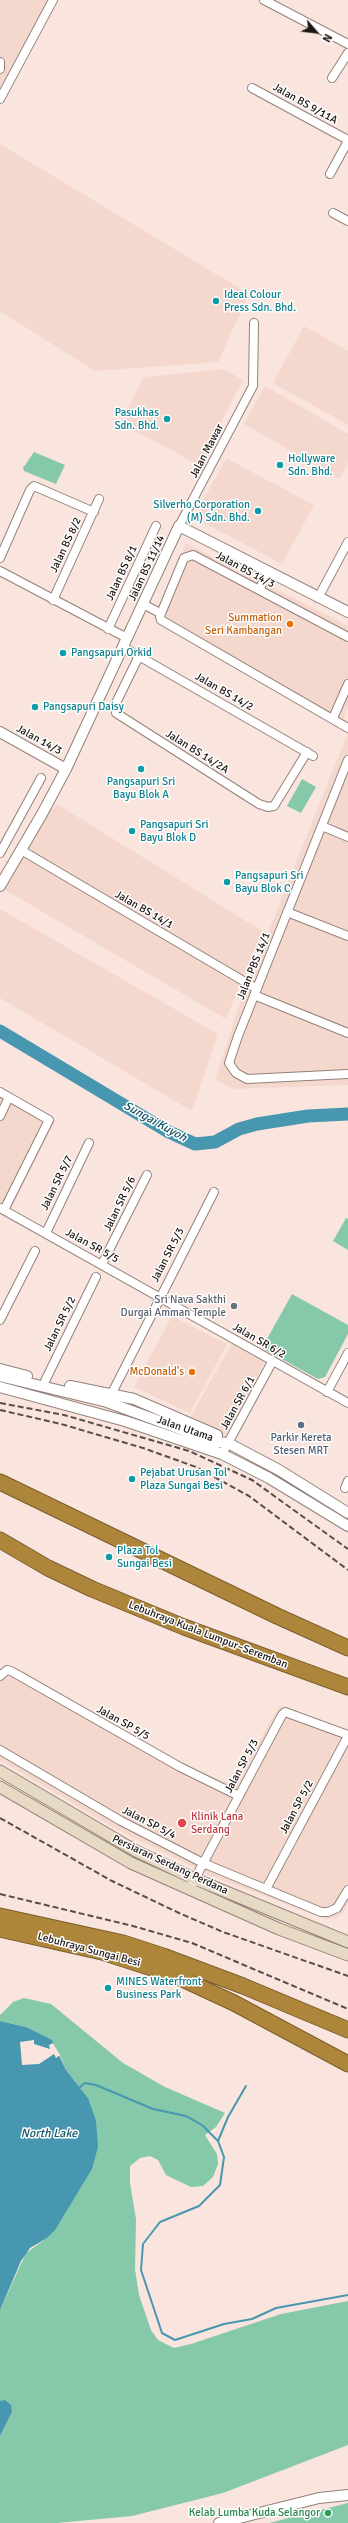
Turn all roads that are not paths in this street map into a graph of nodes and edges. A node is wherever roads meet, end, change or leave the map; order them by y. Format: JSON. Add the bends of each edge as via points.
{"nodes":[{"id":1,"x":53,"y":0,"type":"edge"},
{"id":2,"x":264,"y":0,"type":"edge"},
{"id":3,"x":348,"y":44,"type":"edge"},
{"id":4,"x":348,"y":53,"type":"edge"},
{"id":5,"x":332,"y":78,"type":"dead end"},
{"id":6,"x":252,"y":88,"type":"dead end"},
{"id":7,"x":0,"y":99,"type":"edge"},
{"id":8,"x":348,"y":141,"type":"edge"},
{"id":9,"x":330,"y":174,"type":"dead end"},
{"id":10,"x":333,"y":213,"type":"dead end"},
{"id":11,"x":348,"y":221,"type":"edge"},
{"id":12,"x":254,"y":323,"type":"dead end"},
{"id":13,"x":100,"y":499,"type":"dead end"},
{"id":14,"x":94,"y":512,"type":"junction"},
{"id":15,"x":156,"y":526,"type":"dead end"},
{"id":16,"x":179,"y":526,"type":"junction"},
{"id":17,"x":348,"y":542,"type":"edge"},
{"id":18,"x":0,"y":558,"type":"edge"},
{"id":19,"x":0,"y":571,"type":"edge"},
{"id":20,"x":268,"y":572,"type":"junction"},
{"id":21,"x":259,"y":590,"type":"junction"},
{"id":22,"x":318,"y":598,"type":"junction"},
{"id":23,"x":53,"y":600,"type":"junction"},
{"id":24,"x":143,"y":604,"type":"junction"},
{"id":25,"x":348,"y":612,"type":"edge"},
{"id":26,"x":160,"y":613,"type":"junction"},
{"id":27,"x":108,"y":629,"type":"junction"},
{"id":28,"x":348,"y":637,"type":"edge"},
{"id":29,"x":125,"y":643,"type":"junction"},
{"id":30,"x":139,"y":656,"type":"junction"},
{"id":31,"x":348,"y":684,"type":"edge"},
{"id":32,"x":333,"y":718,"type":"junction"},
{"id":33,"x":348,"y":728,"type":"edge"},
{"id":34,"x":1,"y":736,"type":"edge"},
{"id":35,"x":348,"y":760,"type":"edge"},
{"id":36,"x":66,"y":769,"type":"junction"},
{"id":37,"x":41,"y":778,"type":"dead end"},
{"id":38,"x":271,"y":807,"type":"joint"},
{"id":39,"x":322,"y":826,"type":"junction"},
{"id":40,"x":348,"y":837,"type":"edge"},
{"id":41,"x":21,"y":850,"type":"junction"},
{"id":42,"x":0,"y":853,"type":"edge"},
{"id":43,"x":0,"y":886,"type":"edge"},
{"id":44,"x":287,"y":912,"type":"junction"},
{"id":45,"x":348,"y":936,"type":"edge"},
{"id":46,"x":255,"y":992,"type":"junction"},
{"id":47,"x":348,"y":1033,"type":"edge"},
{"id":48,"x":348,"y":1074,"type":"edge"},
{"id":49,"x":0,"y":1092,"type":"edge"},
{"id":50,"x":9,"y":1097,"type":"junction"},
{"id":51,"x":0,"y":1116,"type":"edge"},
{"id":52,"x":89,"y":1143,"type":"dead end"},
{"id":53,"x":147,"y":1175,"type":"dead end"},
{"id":54,"x":214,"y":1192,"type":"dead end"},
{"id":55,"x":2,"y":1209,"type":"edge"},
{"id":56,"x":46,"y":1233,"type":"junction"},
{"id":57,"x":35,"y":1251,"type":"dead end"},
{"id":58,"x":102,"y":1264,"type":"junction"},
{"id":59,"x":96,"y":1277,"type":"dead end"},
{"id":60,"x":160,"y":1296,"type":"junction"},
{"id":61,"x":0,"y":1320,"type":"edge"},
{"id":62,"x":348,"y":1352,"type":"edge"},
{"id":63,"x":272,"y":1362,"type":"junction"},
{"id":64,"x":0,"y":1368,"type":"edge"},
{"id":65,"x":0,"y":1376,"type":"edge"},
{"id":66,"x":45,"y":1381,"type":"junction"},
{"id":67,"x":0,"y":1388,"type":"edge"},
{"id":68,"x":327,"y":1392,"type":"junction"},
{"id":69,"x":112,"y":1393,"type":"junction"},
{"id":70,"x":348,"y":1403,"type":"edge"},
{"id":71,"x":228,"y":1443,"type":"junction"},
{"id":72,"x":222,"y":1454,"type":"junction"},
{"id":73,"x":0,"y":1482,"type":"edge"},
{"id":74,"x":348,"y":1513,"type":"edge"},
{"id":75,"x":348,"y":1526,"type":"edge"},
{"id":76,"x":0,"y":1540,"type":"edge"},
{"id":77,"x":348,"y":1648,"type":"edge"},
{"id":78,"x":0,"y":1676,"type":"edge"},
{"id":79,"x":348,"y":1687,"type":"edge"},
{"id":80,"x":348,"y":1735,"type":"edge"},
{"id":81,"x":0,"y":1750,"type":"edge"},
{"id":82,"x":0,"y":1771,"type":"edge"},
{"id":83,"x":0,"y":1787,"type":"edge"},
{"id":84,"x":238,"y":1796,"type":"junction"},
{"id":85,"x":203,"y":1863,"type":"junction"},
{"id":86,"x":195,"y":1879,"type":"junction"},
{"id":87,"x":266,"y":1889,"type":"junction"},
{"id":88,"x":189,"y":1890,"type":"junction"},
{"id":89,"x":348,"y":1890,"type":"edge"},
{"id":90,"x":0,"y":1916,"type":"edge"},
{"id":91,"x":0,"y":1928,"type":"edge"},
{"id":92,"x":348,"y":1942,"type":"edge"},
{"id":93,"x":348,"y":1954,"type":"edge"},
{"id":94,"x":348,"y":2030,"type":"edge"},
{"id":95,"x":348,"y":2064,"type":"edge"},
{"id":96,"x":348,"y":2495,"type":"edge"},
{"id":97,"x":219,"y":2523,"type":"edge"}],
"edges":[{"from":1,"to":7,"type":"street"},
{"from":2,"to":3,"type":"street"},
{"from":4,"to":5,"type":"street"},
{"from":6,"to":8,"type":"street","name":"Jalan BS 9/11A"},
{"from":8,"to":9,"type":"street"},
{"from":10,"to":11,"type":"street"},
{"from":12,"to":16,"type":"street","name":"Jalan Mawar","via":[[253,386]]},
{"from":13,"to":14,"type":"street","name":"Jalan BS 8/2"},
{"from":14,"to":18,"type":"street","via":[[34,486]]},
{"from":14,"to":23,"type":"street","name":"Jalan BS 8/2"},
{"from":15,"to":27,"type":"street","name":"Jalan BS 8/1"},
{"from":16,"to":20,"type":"street"},
{"from":16,"to":24,"type":"street","name":"Jalan BS 11/14"},
{"from":17,"to":22,"type":"street"},
{"from":19,"to":23,"type":"street","name":"Jalan BS 14/2"},
{"from":20,"to":21,"type":"street"},
{"from":20,"to":22,"type":"street"},
{"from":21,"to":26,"type":"street","name":"Jalan BS 14/3","via":[[190,554],[184,558]]},
{"from":21,"to":28,"type":"street","name":"Jalan BS 14/3"},
{"from":22,"to":25,"type":"street"},
{"from":23,"to":27,"type":"street","name":"Jalan BS 14/2"},
{"from":24,"to":26,"type":"street"},
{"from":24,"to":29,"type":"street","name":"Jalan BS 11/14"},
{"from":26,"to":32,"type":"street","via":[[161,620]]},
{"from":27,"to":29,"type":"street","name":"Jalan BS 14/2"},
{"from":29,"to":30,"type":"street","name":"Jalan BS 14/2"},
{"from":29,"to":36,"type":"street","name":"Jalan BS 11/14"},
{"from":30,"to":38,"type":"street","name":"Jalan BS 14/2A","via":[[114,710],[118,715],[259,804]]},
{"from":30,"to":38,"type":"street","name":"Jalan BS 14/2","via":[[310,754]]},
{"from":31,"to":32,"type":"street"},
{"from":32,"to":33,"type":"street"},
{"from":34,"to":36,"type":"street","name":"Jalan 14/3"},
{"from":35,"to":39,"type":"street","name":"Jalan PBS 14/1"},
{"from":36,"to":41,"type":"street","name":"Jalan BS 11/14"},
{"from":37,"to":42,"type":"street"},
{"from":39,"to":40,"type":"street"},
{"from":39,"to":44,"type":"street","name":"Jalan PBS 14/1"},
{"from":41,"to":43,"type":"street","name":"Jalan BS 11/14"},
{"from":41,"to":46,"type":"street","name":"Jalan BS 14/1"},
{"from":44,"to":45,"type":"street"},
{"from":44,"to":46,"type":"street","name":"Jalan PBS 14/1"},
{"from":46,"to":47,"type":"street","name":"Jalan BS 14/1"},
{"from":46,"to":48,"type":"street","name":"Jalan PBS 14/1","via":[[229,1063],[240,1078]]},
{"from":49,"to":50,"type":"street"},
{"from":50,"to":51,"type":"street"},
{"from":50,"to":55,"type":"street","via":[[49,1120]]},
{"from":52,"to":56,"type":"street","name":"Jalan SR 5/7"},
{"from":53,"to":58,"type":"street","name":"Jalan SR 5/6"},
{"from":54,"to":60,"type":"street","name":"Jalan SR 5/3"},
{"from":55,"to":56,"type":"street","name":"Jalan SR 5/5"},
{"from":56,"to":58,"type":"street","name":"Jalan SR 5/5"},
{"from":57,"to":61,"type":"street"},
{"from":58,"to":60,"type":"street","name":"Jalan SR 5/5"},
{"from":59,"to":66,"type":"street","name":"Jalan SR 5/2"},
{"from":60,"to":63,"type":"street","name":"Jalan SR 6/2"},
{"from":60,"to":69,"type":"street","name":"Jalan SR 5/3"},
{"from":62,"to":68,"type":"street"},
{"from":63,"to":68,"type":"street","name":"Jalan SR 6/2"},
{"from":63,"to":71,"type":"street","name":"Jalan SR 6/1"},
{"from":64,"to":66,"type":"street"},
{"from":65,"to":71,"type":"street","name":"Jalan Utama","via":[[107,1402],[216,1442]]},
{"from":66,"to":69,"type":"street"},
{"from":67,"to":72,"type":"street","name":"Jalan Utama","via":[[125,1421]]},
{"from":68,"to":70,"type":"street","name":"Jalan SR 6/2"},
{"from":69,"to":71,"type":"street","via":[[180,1418]]},
{"from":71,"to":72,"type":"street","name":"Jalan SR 6/1"},
{"from":71,"to":74,"type":"street","name":"Jalan Utama","via":[[279,1470]]},
{"from":72,"to":75,"type":"street","name":"Jalan Utama","via":[[269,1478]]},
{"from":73,"to":77,"type":"highway"},
{"from":76,"to":79,"type":"highway","name":"Lebuhraya Kuala Lumpur–Seremban","via":[[70,1579],[184,1627]]},
{"from":78,"to":84,"type":"street","name":"Jalan SP 5/5","via":[[7,1670],[11,1671],[180,1767]]},
{"from":80,"to":84,"type":"street","name":"Jalan SP 5/3","via":[[285,1712]]},
{"from":80,"to":87,"type":"street","name":"Jalan SP 5/2"},
{"from":81,"to":85,"type":"street","name":"Jalan SP 5/4","via":[[121,1821]]},
{"from":82,"to":86,"type":"main road","name":"Persiaran Serdang Perdana","via":[[121,1843]]},
{"from":83,"to":88,"type":"main road","name":"Persiaran Serdang Perdana","via":[[110,1851]]},
{"from":84,"to":85,"type":"street","name":"Jalan SP 5/3"},
{"from":85,"to":86,"type":"street","name":"Jalan SP 5/3"},
{"from":85,"to":87,"type":"street","name":"Jalan SP 5/4"},
{"from":86,"to":88,"type":"street","name":"Jalan SP 5/3"},
{"from":86,"to":92,"type":"main road","name":"Persiaran Serdang Perdana"},
{"from":87,"to":89,"type":"street","name":"Jalan SP 5/4","via":[[321,1912],[333,1911],[340,1905]]},
{"from":88,"to":93,"type":"main road","name":"Persiaran Serdang Perdana","via":[[285,1931]]},
{"from":90,"to":94,"type":"highway","name":"Lebuhraya Sungai Besi","via":[[123,1943],[163,1956]]},
{"from":91,"to":95,"type":"highway","name":"Lebuhraya Sungai Besi","via":[[116,1956],[176,1976],[234,2002]]},
{"from":96,"to":97,"type":"street","via":[[319,2498]]}]}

• PROMPT
Lines that include the word "main" — how many are there in the data? Answer with the number alone.

• REPLY TO THE TASK
4